___ Entries shown

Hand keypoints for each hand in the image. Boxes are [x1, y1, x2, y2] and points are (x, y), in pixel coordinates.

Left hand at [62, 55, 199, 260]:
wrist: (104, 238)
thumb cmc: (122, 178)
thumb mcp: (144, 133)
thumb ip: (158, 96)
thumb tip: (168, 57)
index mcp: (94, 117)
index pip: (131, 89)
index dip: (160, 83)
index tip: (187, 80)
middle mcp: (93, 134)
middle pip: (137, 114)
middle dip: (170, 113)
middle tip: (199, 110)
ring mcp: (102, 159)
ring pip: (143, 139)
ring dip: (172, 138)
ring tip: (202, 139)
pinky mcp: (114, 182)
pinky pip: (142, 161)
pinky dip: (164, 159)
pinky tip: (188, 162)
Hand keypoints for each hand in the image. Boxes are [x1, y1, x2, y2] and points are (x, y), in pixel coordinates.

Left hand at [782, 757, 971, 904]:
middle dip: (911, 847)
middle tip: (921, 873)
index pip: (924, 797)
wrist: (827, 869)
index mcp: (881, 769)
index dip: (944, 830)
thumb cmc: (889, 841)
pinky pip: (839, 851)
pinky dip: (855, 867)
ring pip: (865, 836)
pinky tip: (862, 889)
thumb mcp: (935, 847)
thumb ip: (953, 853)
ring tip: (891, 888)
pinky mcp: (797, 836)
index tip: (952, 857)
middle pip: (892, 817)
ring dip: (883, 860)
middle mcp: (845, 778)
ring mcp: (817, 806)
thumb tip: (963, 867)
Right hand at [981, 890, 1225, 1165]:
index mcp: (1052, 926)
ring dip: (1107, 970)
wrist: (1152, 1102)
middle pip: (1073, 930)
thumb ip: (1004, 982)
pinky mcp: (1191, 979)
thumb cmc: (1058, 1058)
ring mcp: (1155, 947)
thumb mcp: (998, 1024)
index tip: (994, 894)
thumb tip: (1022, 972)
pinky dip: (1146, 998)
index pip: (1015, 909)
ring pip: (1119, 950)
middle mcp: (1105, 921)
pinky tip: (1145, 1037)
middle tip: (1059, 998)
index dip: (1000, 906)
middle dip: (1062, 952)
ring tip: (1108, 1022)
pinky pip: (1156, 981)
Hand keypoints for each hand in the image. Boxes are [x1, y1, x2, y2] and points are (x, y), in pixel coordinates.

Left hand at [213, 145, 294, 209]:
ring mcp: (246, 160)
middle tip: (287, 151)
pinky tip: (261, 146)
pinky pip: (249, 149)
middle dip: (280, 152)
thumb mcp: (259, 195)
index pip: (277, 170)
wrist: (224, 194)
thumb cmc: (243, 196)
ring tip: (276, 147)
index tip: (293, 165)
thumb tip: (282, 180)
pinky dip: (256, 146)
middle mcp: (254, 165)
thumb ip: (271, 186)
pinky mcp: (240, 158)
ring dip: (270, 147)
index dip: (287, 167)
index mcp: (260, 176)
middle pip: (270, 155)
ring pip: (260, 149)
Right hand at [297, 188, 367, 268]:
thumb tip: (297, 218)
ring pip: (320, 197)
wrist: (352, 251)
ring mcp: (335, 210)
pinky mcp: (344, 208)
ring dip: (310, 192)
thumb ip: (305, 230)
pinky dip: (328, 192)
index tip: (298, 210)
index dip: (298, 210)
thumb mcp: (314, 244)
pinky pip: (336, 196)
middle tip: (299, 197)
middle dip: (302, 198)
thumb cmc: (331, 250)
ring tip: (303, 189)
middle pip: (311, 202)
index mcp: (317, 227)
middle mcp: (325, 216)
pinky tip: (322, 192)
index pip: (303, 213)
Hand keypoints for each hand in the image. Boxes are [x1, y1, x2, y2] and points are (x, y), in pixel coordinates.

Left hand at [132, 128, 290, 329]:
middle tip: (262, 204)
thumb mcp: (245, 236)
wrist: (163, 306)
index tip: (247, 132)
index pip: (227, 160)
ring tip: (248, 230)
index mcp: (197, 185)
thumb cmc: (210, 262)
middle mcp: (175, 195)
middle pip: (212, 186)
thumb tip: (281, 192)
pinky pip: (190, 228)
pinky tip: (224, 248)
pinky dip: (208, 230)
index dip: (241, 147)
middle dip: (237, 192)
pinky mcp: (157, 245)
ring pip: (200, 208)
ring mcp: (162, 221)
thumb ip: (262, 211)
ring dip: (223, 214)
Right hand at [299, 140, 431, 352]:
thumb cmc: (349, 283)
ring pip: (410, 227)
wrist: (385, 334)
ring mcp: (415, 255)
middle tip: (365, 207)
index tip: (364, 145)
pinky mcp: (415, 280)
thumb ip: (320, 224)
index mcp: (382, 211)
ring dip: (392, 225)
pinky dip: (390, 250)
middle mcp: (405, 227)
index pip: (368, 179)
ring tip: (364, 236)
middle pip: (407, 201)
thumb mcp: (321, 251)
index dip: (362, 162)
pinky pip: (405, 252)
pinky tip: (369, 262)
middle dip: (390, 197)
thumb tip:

______

■ **Task to carry out**:
Give again exactly, and only, the lines above starting at the one with "thumb cmc: (1058, 1058)" and ending at the one with "thumb mcp: (259, 195)".

■ **Output of the exercise**:
thumb cmc: (1058, 1058)
ring mcp: (1155, 947)
thumb mcp: (998, 1024)
index tip: (994, 894)
thumb tip: (1022, 972)
pinky dip: (1146, 998)
index pip: (1015, 909)
ring pip: (1119, 950)
middle mcp: (1105, 921)
pinky tip: (1145, 1037)
middle tip: (1059, 998)
index dip: (1000, 906)
middle dip: (1062, 952)
ring tip: (1108, 1022)
pinky pip: (1156, 981)
Hand keypoints for each hand in the image. Boxes are [x1, y1, x2, y2] and points are (x, y), in pixel coordinates.

Left hand at [213, 145, 294, 209]:
ring mcp: (246, 160)
middle tip: (287, 151)
pinky tip: (261, 146)
pinky pip: (249, 149)
middle dip: (280, 152)
thumb mcp: (259, 195)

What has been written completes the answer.